*** Opening PROVIDED RECORDS ***

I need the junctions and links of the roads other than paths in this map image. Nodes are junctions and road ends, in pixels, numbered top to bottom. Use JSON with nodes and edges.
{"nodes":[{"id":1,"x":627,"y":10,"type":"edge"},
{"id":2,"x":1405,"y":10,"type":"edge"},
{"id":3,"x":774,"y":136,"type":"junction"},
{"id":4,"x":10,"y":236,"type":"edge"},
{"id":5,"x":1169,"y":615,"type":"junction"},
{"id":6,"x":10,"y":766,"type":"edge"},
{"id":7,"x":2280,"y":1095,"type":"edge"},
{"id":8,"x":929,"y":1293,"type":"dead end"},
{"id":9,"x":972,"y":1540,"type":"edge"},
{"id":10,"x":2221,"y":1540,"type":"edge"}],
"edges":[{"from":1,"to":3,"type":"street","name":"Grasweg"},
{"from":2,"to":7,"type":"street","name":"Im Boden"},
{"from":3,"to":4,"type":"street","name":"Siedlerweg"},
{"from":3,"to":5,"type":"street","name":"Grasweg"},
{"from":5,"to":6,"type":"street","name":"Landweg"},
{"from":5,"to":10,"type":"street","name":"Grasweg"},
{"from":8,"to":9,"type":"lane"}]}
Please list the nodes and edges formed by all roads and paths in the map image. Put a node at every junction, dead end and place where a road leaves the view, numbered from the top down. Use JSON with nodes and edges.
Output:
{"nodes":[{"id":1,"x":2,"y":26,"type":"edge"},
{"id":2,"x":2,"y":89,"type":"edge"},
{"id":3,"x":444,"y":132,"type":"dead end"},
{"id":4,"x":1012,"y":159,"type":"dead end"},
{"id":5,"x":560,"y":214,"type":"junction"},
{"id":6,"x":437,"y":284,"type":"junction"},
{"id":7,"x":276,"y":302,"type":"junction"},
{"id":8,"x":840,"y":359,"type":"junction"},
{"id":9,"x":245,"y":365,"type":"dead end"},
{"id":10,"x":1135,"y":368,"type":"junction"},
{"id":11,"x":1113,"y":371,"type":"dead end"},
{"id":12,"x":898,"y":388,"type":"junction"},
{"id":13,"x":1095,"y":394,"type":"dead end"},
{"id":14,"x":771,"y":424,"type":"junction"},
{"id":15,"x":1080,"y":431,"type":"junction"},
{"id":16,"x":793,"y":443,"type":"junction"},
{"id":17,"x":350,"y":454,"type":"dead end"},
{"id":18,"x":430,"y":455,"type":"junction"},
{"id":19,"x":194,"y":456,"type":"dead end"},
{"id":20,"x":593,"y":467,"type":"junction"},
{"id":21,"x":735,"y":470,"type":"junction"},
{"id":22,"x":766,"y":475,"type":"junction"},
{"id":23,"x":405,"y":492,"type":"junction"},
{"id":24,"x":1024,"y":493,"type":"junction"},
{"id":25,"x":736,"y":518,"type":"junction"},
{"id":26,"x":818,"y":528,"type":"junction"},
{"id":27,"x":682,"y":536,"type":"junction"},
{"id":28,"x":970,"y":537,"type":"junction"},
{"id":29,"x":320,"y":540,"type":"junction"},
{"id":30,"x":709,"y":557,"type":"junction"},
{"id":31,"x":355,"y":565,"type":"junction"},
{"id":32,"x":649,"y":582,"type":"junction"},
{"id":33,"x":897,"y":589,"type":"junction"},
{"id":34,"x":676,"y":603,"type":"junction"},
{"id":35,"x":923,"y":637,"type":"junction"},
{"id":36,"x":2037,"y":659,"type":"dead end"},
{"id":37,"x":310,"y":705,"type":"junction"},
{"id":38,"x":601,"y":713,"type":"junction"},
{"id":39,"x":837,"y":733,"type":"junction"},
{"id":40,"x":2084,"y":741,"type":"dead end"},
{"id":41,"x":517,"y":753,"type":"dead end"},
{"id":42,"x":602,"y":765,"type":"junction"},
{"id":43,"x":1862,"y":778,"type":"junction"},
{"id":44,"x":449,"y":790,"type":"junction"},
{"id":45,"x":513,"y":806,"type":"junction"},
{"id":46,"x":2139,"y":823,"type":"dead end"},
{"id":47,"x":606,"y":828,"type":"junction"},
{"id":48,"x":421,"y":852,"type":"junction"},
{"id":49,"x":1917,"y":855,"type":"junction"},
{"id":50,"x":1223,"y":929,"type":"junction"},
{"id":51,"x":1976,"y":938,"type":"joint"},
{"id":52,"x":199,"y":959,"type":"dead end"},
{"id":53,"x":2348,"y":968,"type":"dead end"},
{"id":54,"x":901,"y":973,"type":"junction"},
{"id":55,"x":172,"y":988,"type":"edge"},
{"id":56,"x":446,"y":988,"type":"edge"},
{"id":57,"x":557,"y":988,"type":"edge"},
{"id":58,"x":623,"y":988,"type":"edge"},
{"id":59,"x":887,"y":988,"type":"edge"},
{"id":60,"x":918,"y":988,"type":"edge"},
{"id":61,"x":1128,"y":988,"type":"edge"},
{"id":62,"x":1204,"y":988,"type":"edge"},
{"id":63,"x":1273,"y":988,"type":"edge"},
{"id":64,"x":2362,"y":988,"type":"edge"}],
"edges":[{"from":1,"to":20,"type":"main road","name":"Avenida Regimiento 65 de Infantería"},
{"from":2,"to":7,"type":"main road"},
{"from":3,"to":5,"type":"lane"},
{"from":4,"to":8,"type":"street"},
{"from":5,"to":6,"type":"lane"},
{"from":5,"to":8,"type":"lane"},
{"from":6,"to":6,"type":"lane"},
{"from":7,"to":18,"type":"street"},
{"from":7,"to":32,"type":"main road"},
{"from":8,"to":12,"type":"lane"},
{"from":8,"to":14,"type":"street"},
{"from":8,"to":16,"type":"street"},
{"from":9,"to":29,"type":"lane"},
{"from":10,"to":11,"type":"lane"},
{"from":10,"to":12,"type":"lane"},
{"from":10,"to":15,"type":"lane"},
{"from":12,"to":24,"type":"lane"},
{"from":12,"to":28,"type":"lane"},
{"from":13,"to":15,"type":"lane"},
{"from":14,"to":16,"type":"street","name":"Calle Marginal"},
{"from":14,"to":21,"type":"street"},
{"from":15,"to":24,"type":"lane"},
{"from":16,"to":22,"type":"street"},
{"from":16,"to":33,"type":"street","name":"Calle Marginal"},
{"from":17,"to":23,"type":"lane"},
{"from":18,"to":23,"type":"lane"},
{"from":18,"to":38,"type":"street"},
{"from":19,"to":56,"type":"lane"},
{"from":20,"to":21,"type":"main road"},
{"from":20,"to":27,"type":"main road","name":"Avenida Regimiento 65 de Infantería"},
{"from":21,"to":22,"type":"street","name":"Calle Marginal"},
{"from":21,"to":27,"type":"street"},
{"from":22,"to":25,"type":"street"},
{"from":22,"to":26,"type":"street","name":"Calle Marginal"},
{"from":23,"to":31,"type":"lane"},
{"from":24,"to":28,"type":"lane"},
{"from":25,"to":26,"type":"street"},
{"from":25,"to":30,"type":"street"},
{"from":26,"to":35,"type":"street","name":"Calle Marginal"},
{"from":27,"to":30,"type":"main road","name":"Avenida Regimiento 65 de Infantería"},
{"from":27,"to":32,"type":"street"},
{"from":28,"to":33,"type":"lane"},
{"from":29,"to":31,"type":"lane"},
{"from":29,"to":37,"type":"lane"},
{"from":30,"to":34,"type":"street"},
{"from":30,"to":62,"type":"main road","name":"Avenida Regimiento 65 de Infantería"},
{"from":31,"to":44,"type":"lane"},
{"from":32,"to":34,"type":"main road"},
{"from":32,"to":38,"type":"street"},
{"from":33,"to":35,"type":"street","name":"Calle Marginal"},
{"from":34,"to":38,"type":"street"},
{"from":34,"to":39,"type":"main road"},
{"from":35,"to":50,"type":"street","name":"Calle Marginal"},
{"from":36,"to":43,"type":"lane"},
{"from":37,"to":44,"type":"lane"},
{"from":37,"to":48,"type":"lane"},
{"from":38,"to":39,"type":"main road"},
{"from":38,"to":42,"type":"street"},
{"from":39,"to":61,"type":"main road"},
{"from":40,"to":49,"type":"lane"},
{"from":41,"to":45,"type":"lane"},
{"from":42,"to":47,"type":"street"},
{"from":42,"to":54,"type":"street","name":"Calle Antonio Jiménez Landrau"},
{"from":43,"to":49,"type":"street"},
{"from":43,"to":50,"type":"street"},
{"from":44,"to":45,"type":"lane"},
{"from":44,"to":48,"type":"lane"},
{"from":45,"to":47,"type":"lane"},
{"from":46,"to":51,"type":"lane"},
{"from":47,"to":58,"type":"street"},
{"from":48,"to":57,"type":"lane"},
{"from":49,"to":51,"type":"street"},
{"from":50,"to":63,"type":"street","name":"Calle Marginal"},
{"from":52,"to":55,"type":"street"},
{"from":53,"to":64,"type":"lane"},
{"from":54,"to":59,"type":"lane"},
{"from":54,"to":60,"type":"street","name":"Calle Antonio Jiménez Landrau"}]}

*** Closing PROVIDED RECORDS ***

• **PROBLEM DESCRIPTION**
Throughout the data, tally the lines that hold the string "Avenida" and report the tally alone.

• **SOLUTION**
4